Forget banks, casinos, museums-society's most valuable treasure sits in the giant, anonymous data centers that power modern life. There, in endless rows of hard drives, lies the sum of our civilization's knowledge, all of the world's personal and private truths, uploaded and saved. They wait unseen, unexploited, and, most critically, unguarded.
Tim is a climate journalist disillusioned with chronicling the end of the world. Virginia is an evasive, paranoid, and technologically savvy con artist who has found an ingenious way to live off the grid in the heart of Manhattan. Joined by desire and desperation, they hatch a plan to steal secrets.
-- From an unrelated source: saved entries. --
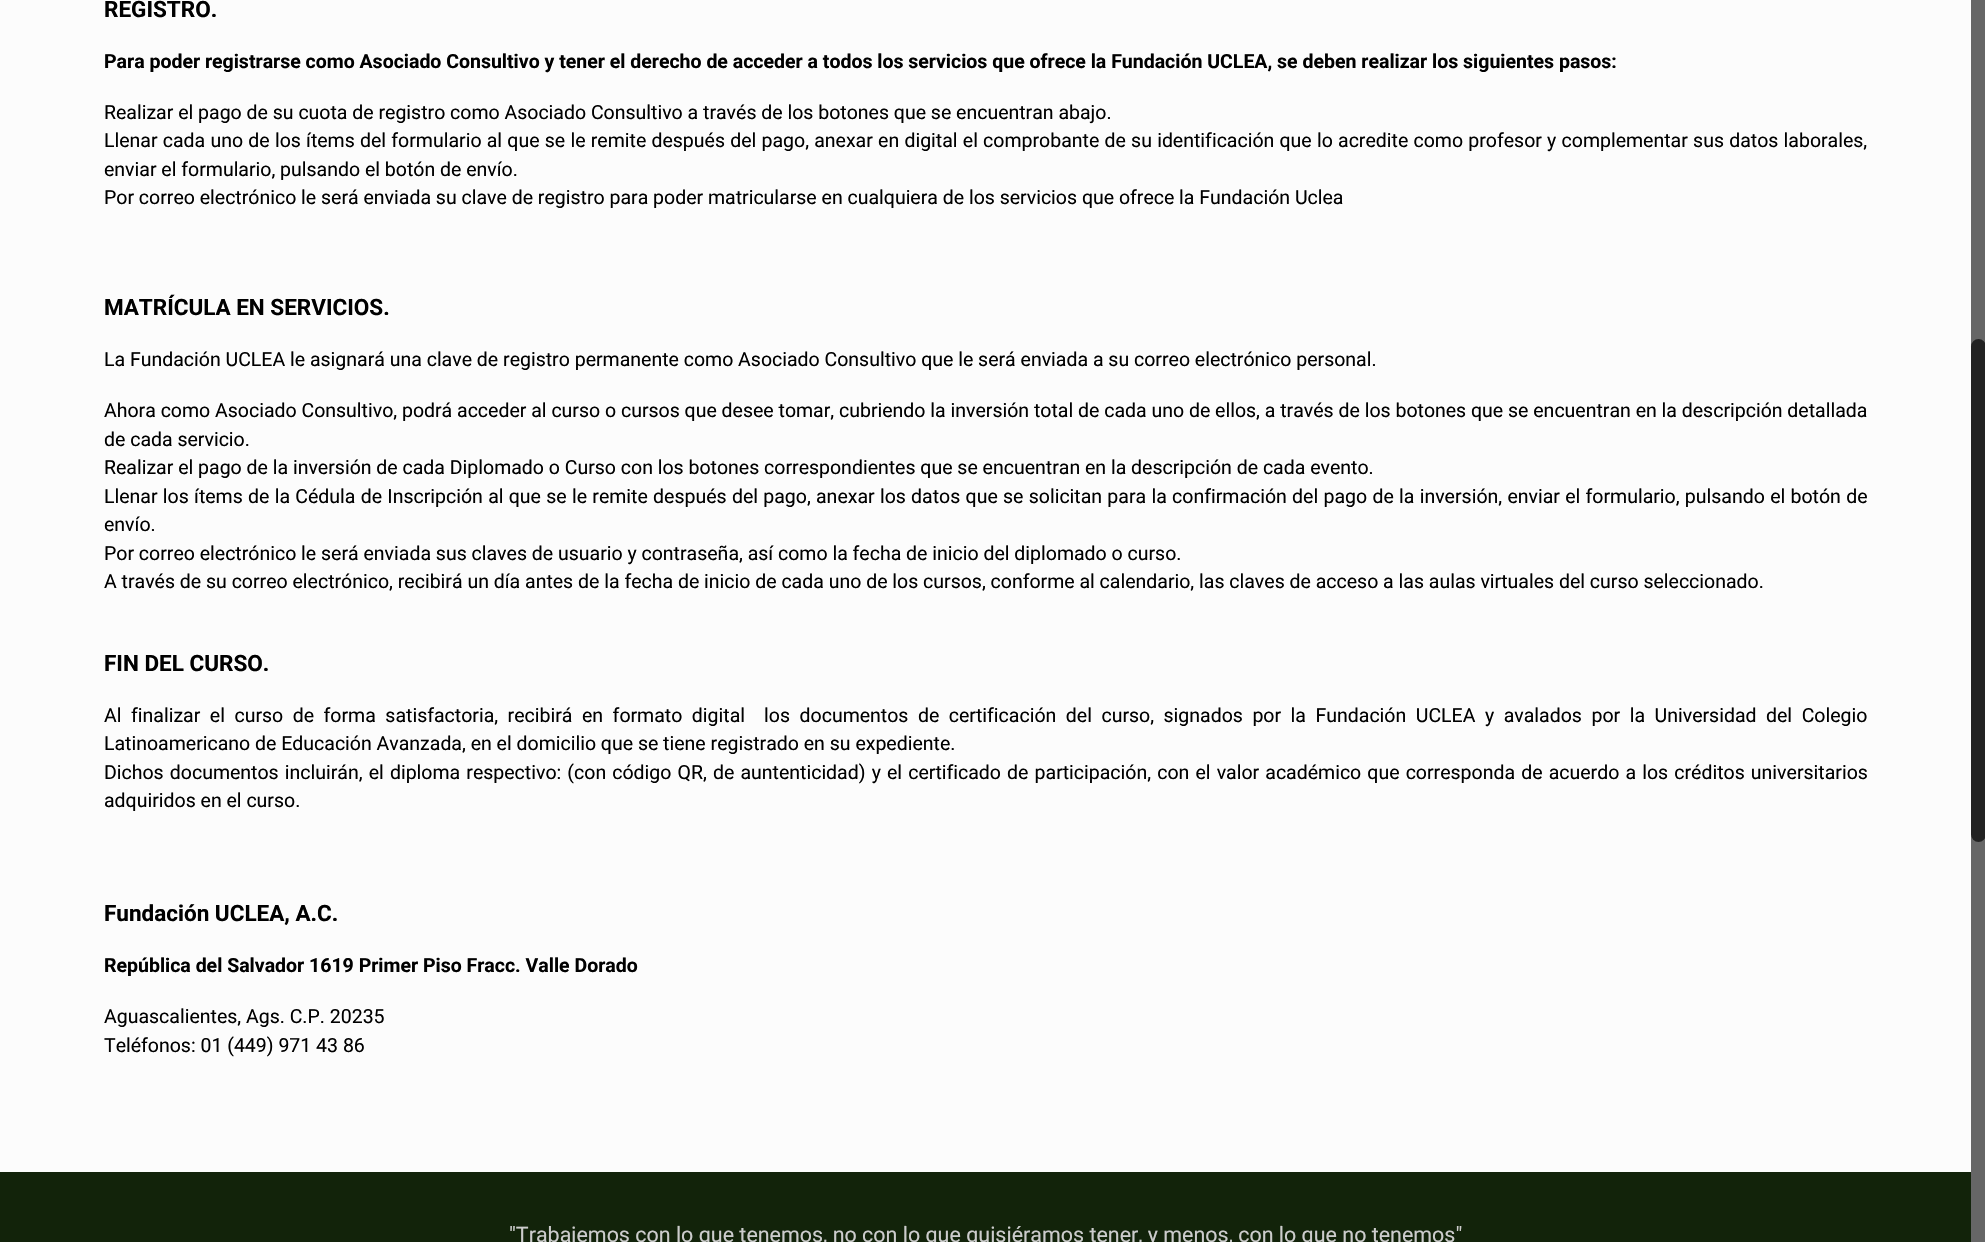 #include "include/core/SkBlurTypes.h"
#include "include/core/SkCanvas.h"
#include "include/core/SkData.h"
#include "include/core/SkFont.h"
#include "include/core/SkFontMgr.h"
#include "include/core/SkImage.h"
#include "include/core/SkMaskFilter.h"
#include "include/core/SkPaint.h"
#include "include/core/SkPathBuilder.h"
#include "include/core/SkTextBlob.h"
#include "include/effects/SkDashPathEffect.h"
#include "include/effects/SkGradientShader.h"
#include "include/utils/SkParsePath.h"

extern sk_sp<SkFontMgr> fontMgr;

void draw(SkCanvas* canvas) {
    SkPaint p;
    p.setAntiAlias(true);
    auto font = [&](const char* family, int weight, float size, bool italic = false) {
        SkFontStyle style(weight, SkFontStyle::kNormal_Width,
            italic ? SkFontStyle::kItalic_Slant : SkFontStyle::kUpright_Slant);
        SkFont result(fontMgr->matchFamilyStyle(family, style), size);
        result.setSubpixel(true);
        return result;
    };
    auto drawTracked = [&](const char* s, float x, float y, const SkFont& font, const SkPaint& ink, float letter, float word) {
        std::vector<SkGlyphID> glyphs(font.countText(s, strlen(s), SkTextEncoding::kUTF8));
        std::vector<float> xs(glyphs.size());
        font.textToGlyphs(s, strlen(s), SkTextEncoding::kUTF8, glyphs);
        font.getXPos(glyphs, xs, x);
        float extra = 0;
        for (size_t i = 0; i < glyphs.size(); i++) {
            xs[i] += extra;
            extra += letter + word * (glyphs[i] == font.unicharToGlyph(' '));
        }
        canvas->drawTextBlob(SkTextBlob::MakeFromPosHGlyphs(glyphs, xs, y, font), 0, 0, ink);
    };
    canvas->clear(0xFFFCFCFC);
    auto font1 = font("Roboto", 700, 22.5f);
    p.setColor(0xFF000000);
    canvas->drawString("REGISTRO.", 104, 17, font1, p);
    auto font2 = font("Roboto", 700, 19.5f);
    canvas->drawString("Para poder registrarse como Asociado Consultivo y tener el derecho de acceder a todos los servicios que ofrece la Fundación UCLEA, se deben realizar los siguientes pasos:", 104, 68, font2, p);
    auto font3 = font("Roboto", 400, 19.5f);
    canvas->drawString("Realizar el pago de su cuota de registro como Asociado Consultivo a través de los botones que se encuentran abajo.", 104, 119, font3, p);
    drawTracked("Llenar cada uno de los ítems del formulario al que se le remite después del pago, anexar en digital el comprobante de su identificación que lo acredite como profesor y complementar sus datos laborales,", 104, 147, font3, p, 0, 0.4f);
    canvas->drawString("enviar el formulario, pulsando el botón de envío.", 104, 176, font3, p);
    canvas->drawString("Por correo electrónico le será enviada su clave de registro para poder matricularse en cualquiera de los servicios que ofrece la Fundación Uclea", 104, 204, font3, p);
    canvas->drawString("MATRÍCULA EN SERVICIOS.", 104, 315, font1, p);
    {
        const struct { const char* s; float x, y; } items[] = {
            {"La Fundación UCLEA le asignará una clave de registro permanente como Asociado Consultivo que le será enviada a su correo electrónico personal.", 104, 366},
            {"Ahora como Asociado Consultivo, podrá acceder al curso o cursos que desee tomar, cubriendo la inversión total de cada uno de ellos, a través de los botones que se encuentran en la descripción detallada", 104, 417},
            {"de cada servicio.", 104, 446},
            {"Realizar el pago de la inversión de cada Diplomado o Curso con los botones correspondientes que se encuentran en la descripción de cada evento.", 104, 474},
        };
        for (auto [s, x, y] : items) {
            canvas->drawString(s, x, y, font3, p);
        }
    }
    drawTracked("Llenar los ítems de la Cédula de Inscripción al que se le remite después del pago, anexar los datos que se solicitan para la confirmación del pago de la inversión, enviar el formulario, pulsando el botón de", 104, 503, font3, p, 0, 0.45f);
    {
        const struct { const char* s; float x, y; } items[] = {
            {"envío.", 104, 531},
            {"Por correo electrónico le será enviada sus claves de usuario y contraseña, así como la fecha de inicio del diplomado o curso.", 104, 560},
            {"A través de su correo electrónico, recibirá un día antes de la fecha de inicio de cada uno de los cursos, conforme al calendario, las claves de acceso a las aulas virtuales del curso seleccionado.", 104, 588},
        };
        for (auto [s, x, y] : items) {
            canvas->drawString(s, x, y, font3, p);
        }
    }
    canvas->drawString("FIN DEL CURSO.", 104, 671, font1, p);
    drawTracked("Al finalizar el curso de forma satisfactoria, recibirá en formato digital  los documentos de certificación del curso, signados por la Fundación UCLEA y avalados por la Universidad del Colegio", 104, 722, font3, p, 0, 4.7f);
    canvas->drawString("Latinoamericano de Educación Avanzada, en el domicilio que se tiene registrado en su expediente.", 104, 750, font3, p);
    drawTracked("Dichos documentos incluirán, el diploma respectivo: (con código QR, de auntenticidad) y el certificado de participación, con el valor académico que corresponda de acuerdo a los créditos universitarios", 104, 779, font3, p, 0, 1.3f);
    canvas->drawString("adquiridos en el curso.", 104, 807, font3, p);
    canvas->drawString("Fundación UCLEA, A.C.", 104, 921, font1, p);
    canvas->drawString("República del Salvador 1619 Primer Piso Fracc. Valle Dorado", 104, 972, font2, p);
    canvas->drawString("Aguascalientes, Ags. C.P. 20235", 104, 1023, font3, p);
    canvas->drawString("Teléfonos: 01 (449) 971 43 86", 104, 1052, font3, p);
    p.setColor(0xFF12230A);
    canvas->drawRect(SkRect::MakeLTRB(0, 1172, 1971, 1242), p);
    auto font4 = font("Roboto", 400, 21.45f);
    p.setColor(0xFFCCCCCC);
    canvas->drawString("\"Trabajemos con lo que tenemos, no con lo que quisiéramos tener, y menos, con lo que no tenemos\"", 509, 1242, font4, p);
    p.setColor(0xFF666666);
    canvas->drawRect(SkRect::MakeLTRB(1971, 0, 1985, 1242), p);
    p.setColor(0xFF222222);
    canvas->drawRoundRect(SkRect::MakeLTRB(1971, 339, 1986, 842), 7.5f, 7.5f, p);
}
But they have secrets of their own-secrets they can't tell each other, secrets that could destroy them both...
With their last few dollars and some dimestore wigs they set out for the outskirts of Tulsa, Oklahoma, the unlikely site of the world's largest repository of knowledge-a data center the size of a small city-to attempt a brazen heist that, whether they fail or succeed, will change their lives forever.
But the heist is only the beginning.
From the award-winning author Nathaniel Rich, Cloudthief is a heist novel for a new era, in which the most valuable things in life are virtual, privacy is a sick joke, and security is relative. After all is lost, what remains?
More details
Person
Nathaniel Rich is the author of Cloudthief (2026) and three previous novels, all New York Times Book Review Editors' Choice selections: King Zeno (2018); Odds Against Tomorrow (2013); and The Mayor's Tongue (2008). His short fiction has won the Emily Clark Balch Prize and been a two-time finalist for the National Magazine Award for Fiction. He has also written two works of nonfiction: Second Nature (2021), which includes the story that serves as the basis for the film Dark Waters; and Losing Earth (2019), a finalist for the PEN/E.O. Wilson Literary Science Writing Award. Losing Earth is being adapted into a film directed by Tom McCarthy.
Rich is a contributing writer for The New York Times Magazine and a frequent contributor to The Atlantic, Harper's, and The New York Review of Books. A 2025 Guggenheim Fellow, he teaches at Tulane University and lives in New Orleans.